No Brasil Moderno, talvez o mais trágico componente amnésico de um pacto político tenha sido o esquecimento que possibilita o apoio de Luis Carlos Prestes ao mesmo Getúlio Vargas que havia enviado sua companheira, Olga Benário, aos fornos crematórios nazistas. É verdade que a rendição ocorre em um momento de negociação para a saída da prisão, mas ela tem lugar já depois da ampla circulação (julho de 1945) da notícia da morte de Olga (1942), em um momento em que o ditador já está na descendente e a transição se encaminha. Esse esquecimento dos esquecimentos na história moderna, que chegou ao ponto de levar Prestes a apoiar o próprio Queremismo (movimento pela continuação de Vargas), é também uma metonímia perfeita da amnésia com que costuma viver a esquerda brasileira acerca das câmaras de torturas, perseguições e violenta repressão do Estado Novo. A aliança PCB-PTB, cujas consequências iriam muito além do período democrático inaugurado em 1946 e que teria, por negação e antagonismo, um papel na própria fundação do PT (1980), se fundamenta então em um ato de esquecimento deliberado dos mais inimagináveis, no qual não é trivial que a sacrificada tenha sido uma mulher, estrangeira e militante comunista exemplar, conhecida pela galhardia com que enfrentou as piores ignomínias do Estado Novo e do nazismo. Talvez tampouco seja uma coincidência que o desvelamento da operação da desmemória no interior do discurso varguista-estadonovista tenha sido obra de outra mulher, a Profa. Maria Emilia A. T. de Lima, que escreveu um livro notável (como não poderia deixar de ser, esquecido) sobre como os discursos de primeiro de maio de Vargas construíram uma memória nacional comum–que, como toda memória nacional, dependia de operações específicas de exclusão e esquecimento.[6]
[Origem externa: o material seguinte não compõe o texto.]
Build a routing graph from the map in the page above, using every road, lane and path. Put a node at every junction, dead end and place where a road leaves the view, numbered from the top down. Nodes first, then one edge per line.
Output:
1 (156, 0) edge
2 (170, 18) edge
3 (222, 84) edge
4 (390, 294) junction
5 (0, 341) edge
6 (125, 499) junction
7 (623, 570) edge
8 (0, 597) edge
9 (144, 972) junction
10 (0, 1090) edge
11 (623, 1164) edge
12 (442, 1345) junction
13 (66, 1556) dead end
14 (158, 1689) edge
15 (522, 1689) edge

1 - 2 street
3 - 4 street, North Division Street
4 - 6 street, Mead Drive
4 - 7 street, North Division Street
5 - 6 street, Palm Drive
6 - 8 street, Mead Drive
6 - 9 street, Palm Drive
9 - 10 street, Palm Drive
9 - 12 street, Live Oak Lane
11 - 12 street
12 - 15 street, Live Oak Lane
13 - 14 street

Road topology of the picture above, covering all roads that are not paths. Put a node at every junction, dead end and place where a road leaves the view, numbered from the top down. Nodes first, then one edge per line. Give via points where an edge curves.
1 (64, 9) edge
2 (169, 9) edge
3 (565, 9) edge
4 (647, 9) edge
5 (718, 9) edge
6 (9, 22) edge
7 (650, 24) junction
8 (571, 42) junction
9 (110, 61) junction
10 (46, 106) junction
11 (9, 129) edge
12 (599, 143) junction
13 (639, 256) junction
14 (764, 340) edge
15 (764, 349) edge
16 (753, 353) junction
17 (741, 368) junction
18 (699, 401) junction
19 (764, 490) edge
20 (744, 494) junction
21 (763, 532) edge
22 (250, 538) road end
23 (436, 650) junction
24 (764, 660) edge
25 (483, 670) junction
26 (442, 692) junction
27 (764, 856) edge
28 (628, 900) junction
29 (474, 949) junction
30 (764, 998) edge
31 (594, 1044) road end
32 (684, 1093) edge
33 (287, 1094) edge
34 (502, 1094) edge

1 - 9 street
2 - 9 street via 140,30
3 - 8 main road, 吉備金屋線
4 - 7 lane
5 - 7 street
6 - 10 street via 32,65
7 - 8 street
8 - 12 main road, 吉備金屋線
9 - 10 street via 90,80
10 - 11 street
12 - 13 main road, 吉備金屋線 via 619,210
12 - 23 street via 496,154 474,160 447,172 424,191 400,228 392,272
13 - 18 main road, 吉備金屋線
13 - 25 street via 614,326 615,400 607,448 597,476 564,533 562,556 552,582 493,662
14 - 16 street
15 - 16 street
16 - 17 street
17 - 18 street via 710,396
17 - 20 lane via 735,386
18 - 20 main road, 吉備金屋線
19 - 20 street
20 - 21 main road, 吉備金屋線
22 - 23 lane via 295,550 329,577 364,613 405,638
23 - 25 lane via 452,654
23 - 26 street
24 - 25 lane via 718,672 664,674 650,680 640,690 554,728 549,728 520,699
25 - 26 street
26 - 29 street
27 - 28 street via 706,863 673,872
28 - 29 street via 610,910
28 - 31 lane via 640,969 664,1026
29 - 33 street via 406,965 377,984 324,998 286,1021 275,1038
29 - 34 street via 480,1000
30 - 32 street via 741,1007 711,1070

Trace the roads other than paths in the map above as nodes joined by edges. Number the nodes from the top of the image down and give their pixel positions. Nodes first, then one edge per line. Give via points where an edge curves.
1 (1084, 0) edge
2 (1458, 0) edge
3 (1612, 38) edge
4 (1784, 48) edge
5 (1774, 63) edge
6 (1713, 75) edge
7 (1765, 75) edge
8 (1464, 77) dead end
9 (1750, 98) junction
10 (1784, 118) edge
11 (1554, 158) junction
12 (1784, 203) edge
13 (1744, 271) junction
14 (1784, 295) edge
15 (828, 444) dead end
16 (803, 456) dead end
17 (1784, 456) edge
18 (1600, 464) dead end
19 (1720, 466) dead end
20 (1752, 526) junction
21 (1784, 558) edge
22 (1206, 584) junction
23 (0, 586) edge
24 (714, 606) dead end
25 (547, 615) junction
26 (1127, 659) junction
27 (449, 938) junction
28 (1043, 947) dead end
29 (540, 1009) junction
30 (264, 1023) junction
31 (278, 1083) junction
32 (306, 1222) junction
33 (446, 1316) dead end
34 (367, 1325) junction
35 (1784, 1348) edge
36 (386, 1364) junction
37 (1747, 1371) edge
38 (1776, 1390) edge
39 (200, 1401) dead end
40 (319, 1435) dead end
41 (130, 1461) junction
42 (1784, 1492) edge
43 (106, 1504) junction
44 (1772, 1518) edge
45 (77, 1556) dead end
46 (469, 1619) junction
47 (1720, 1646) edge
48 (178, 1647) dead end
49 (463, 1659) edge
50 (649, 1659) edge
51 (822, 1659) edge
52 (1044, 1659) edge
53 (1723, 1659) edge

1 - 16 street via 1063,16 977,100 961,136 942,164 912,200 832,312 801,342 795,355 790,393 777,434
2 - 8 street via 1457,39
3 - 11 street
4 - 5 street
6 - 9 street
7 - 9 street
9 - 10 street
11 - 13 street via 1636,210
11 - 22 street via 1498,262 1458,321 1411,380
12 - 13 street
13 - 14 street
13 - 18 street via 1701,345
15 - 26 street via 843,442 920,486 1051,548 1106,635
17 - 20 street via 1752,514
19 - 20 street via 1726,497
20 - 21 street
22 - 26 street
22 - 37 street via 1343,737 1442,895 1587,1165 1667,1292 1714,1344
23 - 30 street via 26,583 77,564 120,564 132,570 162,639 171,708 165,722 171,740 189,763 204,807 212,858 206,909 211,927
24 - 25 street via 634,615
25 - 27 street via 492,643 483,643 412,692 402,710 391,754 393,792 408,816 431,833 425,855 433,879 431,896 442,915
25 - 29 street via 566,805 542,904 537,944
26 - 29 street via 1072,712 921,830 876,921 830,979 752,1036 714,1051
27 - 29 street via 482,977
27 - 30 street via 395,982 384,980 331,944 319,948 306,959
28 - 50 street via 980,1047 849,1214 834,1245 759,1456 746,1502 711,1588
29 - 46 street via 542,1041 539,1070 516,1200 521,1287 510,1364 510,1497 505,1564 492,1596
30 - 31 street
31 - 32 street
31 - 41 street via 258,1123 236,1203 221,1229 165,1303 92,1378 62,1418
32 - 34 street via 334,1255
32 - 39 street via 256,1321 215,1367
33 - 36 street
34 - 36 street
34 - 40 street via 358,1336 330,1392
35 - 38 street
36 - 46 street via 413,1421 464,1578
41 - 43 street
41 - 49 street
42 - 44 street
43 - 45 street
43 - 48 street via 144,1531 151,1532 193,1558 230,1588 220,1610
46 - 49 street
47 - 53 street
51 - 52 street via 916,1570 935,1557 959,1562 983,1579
Há uma linha de continuidade entre a amnésia de Prestes, que encaminha a restauração democrática pactuada de 1946, e a amnésia da lei de anistia de 1979, que encaminha a restauração democrática posterior aos generais de 1964-1985. Segundo muitos, contraditório com o próprio direito internacional ao não garantir a imprescritibilidade dos crimes contra a humanidade, como a tortura, o pacto amnésico de 1979 fez com que o Brasil fosse a única nação pós-ditatorial latino-americana a não julgar criminalmente um único ditador ou torturador. Nos países irmãos e muito especialmente na Argentina, as décadas de 1980 e 1990 foram de intenso trabalho mnemônico: retirada de todas as menções a torturadores em obras públicas, julgamento televisionado de ditadores, construção de museus, memoriais e exposições, parceria estatal com associações de mães e avós dedicadas a encontrar filhos e netos sequestrados e uma caudalosa bibliografia no terreno dos estudos da memória. No caso brasileiro, os estudos literários e culturais também trabalharam bastante, mas sempre a partir das dificuldades próprias da validação do trabalho da memória na pólis. No Brasil, nossos estudos seriam muito mais dedicados às gretas, às ausências e ao não dito na pactuação pós-ditatorial.[7] A própria sessão da Suprema Corte que optou por chancelar o pacto amnésico de 1979 foi recheada de algumas ironias. Derrotada por sete votos a dois em abril de 2010 (vencidos Lewandowski e Ayres Britto), a Arguição de Descumprimento de Preceito Fundamental (ADPF) que questionava a lei de Anistia foi apresentada pela mesma Ordem dos Advogados do Brasil (OAB) que cumprira papel reitorial na sua negociação trinta anos antes. Temos aqui o curioso eterno retorno do esquecimento na história brasileira: o questionamento, ante a Suprema Corte, do pacto amnésico que funda nossa jovem democracia se realiza através da amnésia de uma entidade da sociedade civil do próprio papel que ela cumprira naquele pacto, fato que não passou despercebido no voto vitorioso com que o então Presidente Cezar Peluso acompanhou o relator Eros Grau. 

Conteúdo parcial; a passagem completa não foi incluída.